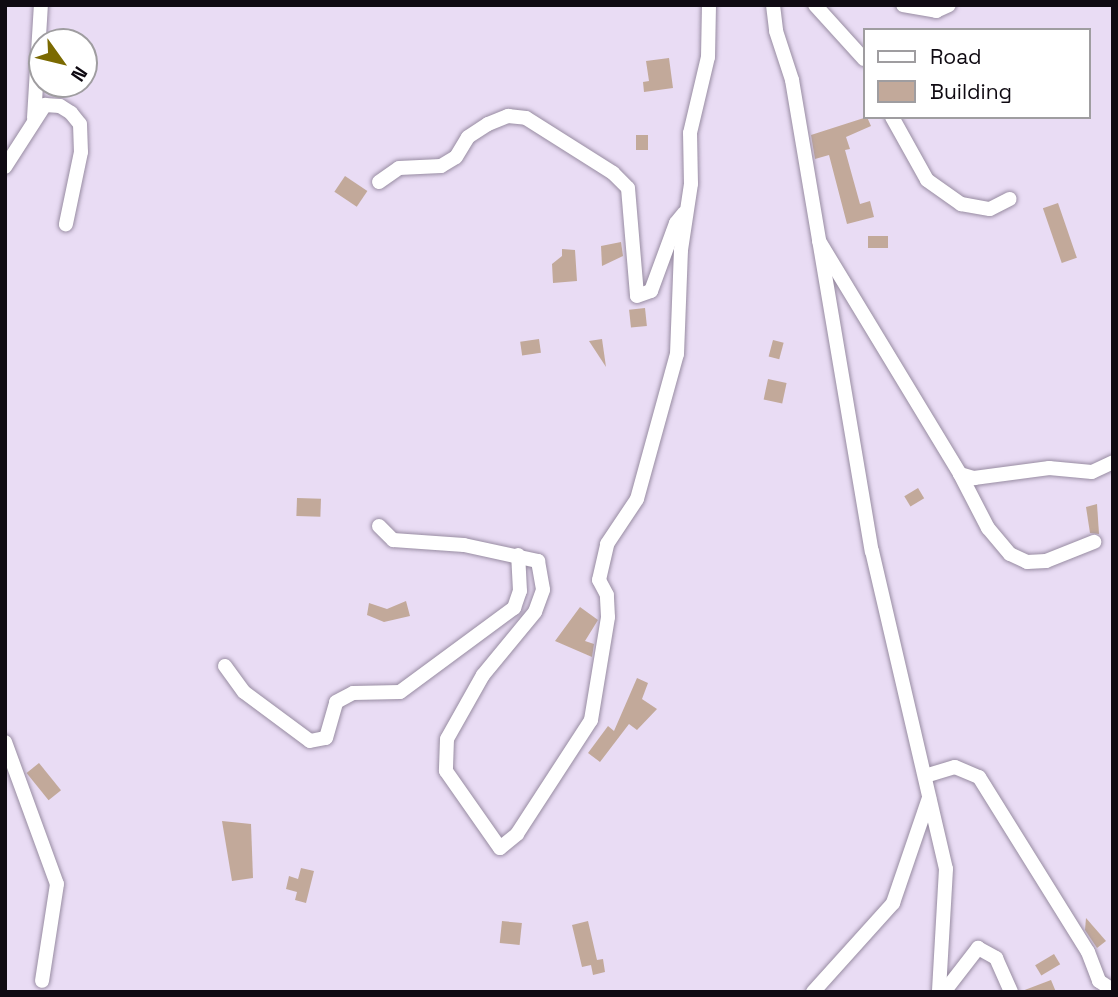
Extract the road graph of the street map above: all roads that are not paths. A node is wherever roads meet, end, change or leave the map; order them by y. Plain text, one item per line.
1 (41, 5) edge
2 (709, 5) edge
3 (774, 5) edge
4 (815, 5) edge
5 (903, 5) edge
6 (949, 5) edge
7 (862, 56) edge
8 (34, 118) junction
9 (893, 119) edge
10 (5, 167) edge
11 (379, 182) dead end
12 (1010, 199) dead end
13 (687, 210) junction
14 (66, 224) dead end
15 (815, 234) junction
16 (1113, 462) edge
17 (960, 474) junction
18 (379, 526) dead end
19 (1094, 542) dead end
20 (518, 555) junction
21 (225, 666) dead end
22 (5, 742) edge
23 (925, 776) junction
24 (930, 797) junction
25 (42, 981) dead end
26 (824, 984) edge
27 (1113, 990) edge
28 (813, 992) edge
29 (942, 992) edge
30 (1011, 992) edge

1 - 8 street
2 - 13 street
3 - 15 street
4 - 7 street
5 - 6 street
8 - 10 street
8 - 14 street
9 - 12 street
11 - 13 street
13 - 20 street
15 - 17 street
15 - 23 street
16 - 17 street
17 - 19 street
18 - 20 street
20 - 21 street
22 - 25 street
23 - 24 street
23 - 27 street
24 - 26 street
24 - 29 street
26 - 28 street
29 - 30 street

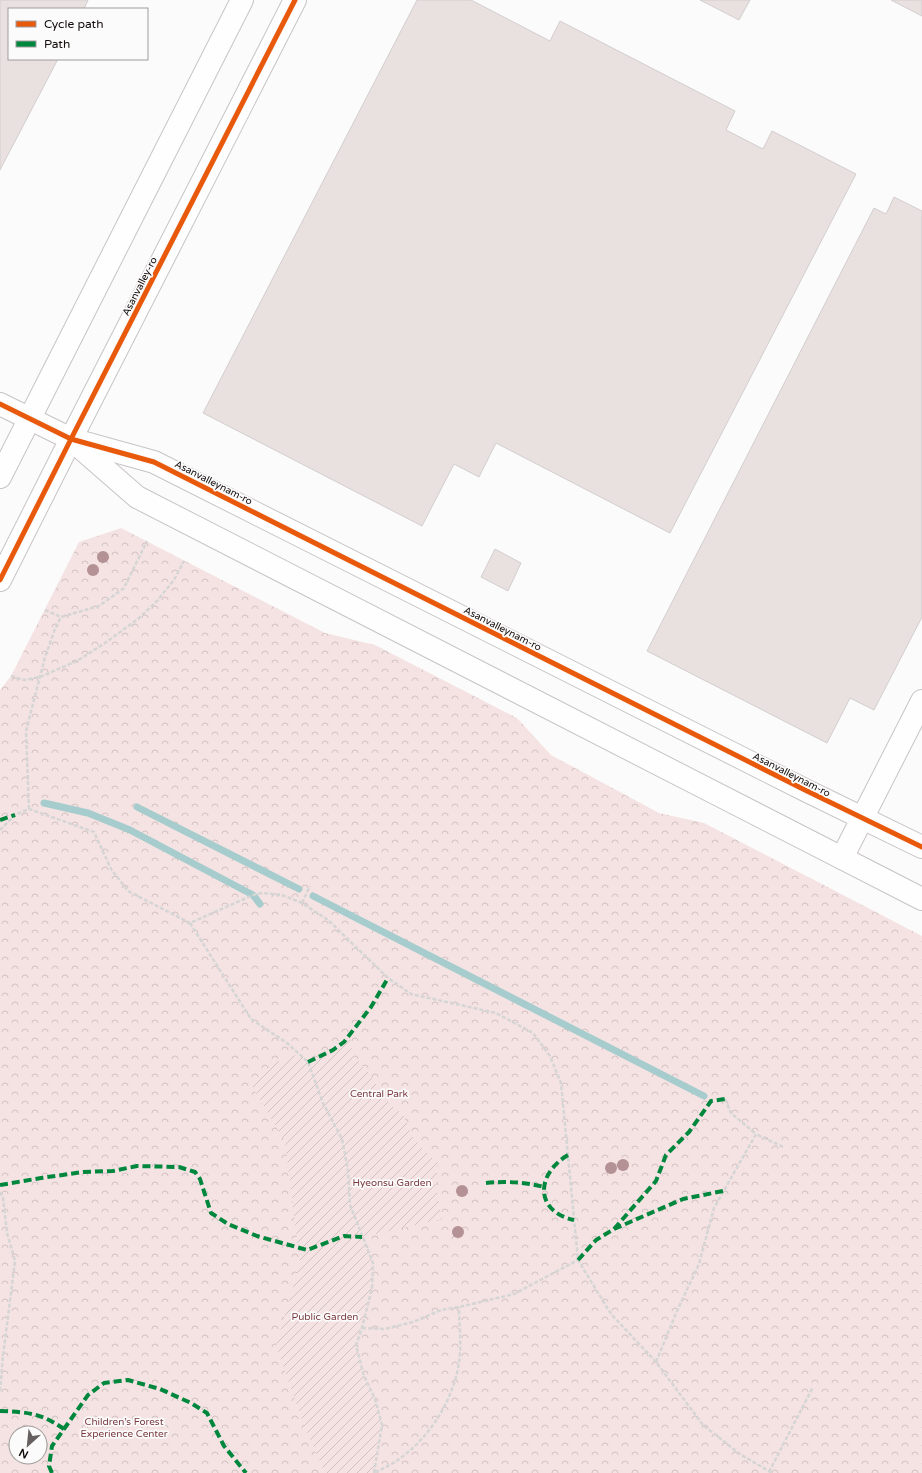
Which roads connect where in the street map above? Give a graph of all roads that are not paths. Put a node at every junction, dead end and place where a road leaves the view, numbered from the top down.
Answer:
1 (242, 0) edge
2 (295, 0) edge
3 (0, 404) edge
4 (29, 418) junction
5 (71, 439) junction
6 (0, 477) edge
7 (0, 580) edge
8 (922, 701) edge
9 (862, 819) junction
10 (922, 847) edge
11 (842, 858) junction
12 (922, 899) edge

1 - 4 street
2 - 5 street, Asanvalley-ro
3 - 4 street
4 - 5 street
4 - 6 street
5 - 7 street, Asanvalley-ro
5 - 9 street, Asanvalleynam-ro
5 - 11 street
8 - 9 street
9 - 10 street, Asanvalleynam-ro
9 - 11 street
11 - 12 street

# [PROBLEM REQUIREMENTS]
The answer consists of the records repeated exactly, without any images.

# [TASK ANSWER]
Extract the road graph of the street map above: all roads that are not paths. A node is wherever roads meet, end, change or leave the map; order them by y. Plain text, one item per line.
1 (41, 5) edge
2 (709, 5) edge
3 (774, 5) edge
4 (815, 5) edge
5 (903, 5) edge
6 (949, 5) edge
7 (862, 56) edge
8 (34, 118) junction
9 (893, 119) edge
10 (5, 167) edge
11 (379, 182) dead end
12 (1010, 199) dead end
13 (687, 210) junction
14 (66, 224) dead end
15 (815, 234) junction
16 (1113, 462) edge
17 (960, 474) junction
18 (379, 526) dead end
19 (1094, 542) dead end
20 (518, 555) junction
21 (225, 666) dead end
22 (5, 742) edge
23 (925, 776) junction
24 (930, 797) junction
25 (42, 981) dead end
26 (824, 984) edge
27 (1113, 990) edge
28 (813, 992) edge
29 (942, 992) edge
30 (1011, 992) edge

1 - 8 street
2 - 13 street
3 - 15 street
4 - 7 street
5 - 6 street
8 - 10 street
8 - 14 street
9 - 12 street
11 - 13 street
13 - 20 street
15 - 17 street
15 - 23 street
16 - 17 street
17 - 19 street
18 - 20 street
20 - 21 street
22 - 25 street
23 - 24 street
23 - 27 street
24 - 26 street
24 - 29 street
26 - 28 street
29 - 30 street

Which roads connect where in the street map above? Give a graph of all roads that are not paths. Put a node at every junction, dead end and place where a road leaves the view, numbered from the top down.
Answer:
1 (242, 0) edge
2 (295, 0) edge
3 (0, 404) edge
4 (29, 418) junction
5 (71, 439) junction
6 (0, 477) edge
7 (0, 580) edge
8 (922, 701) edge
9 (862, 819) junction
10 (922, 847) edge
11 (842, 858) junction
12 (922, 899) edge

1 - 4 street
2 - 5 street, Asanvalley-ro
3 - 4 street
4 - 5 street
4 - 6 street
5 - 7 street, Asanvalley-ro
5 - 9 street, Asanvalleynam-ro
5 - 11 street
8 - 9 street
9 - 10 street, Asanvalleynam-ro
9 - 11 street
11 - 12 street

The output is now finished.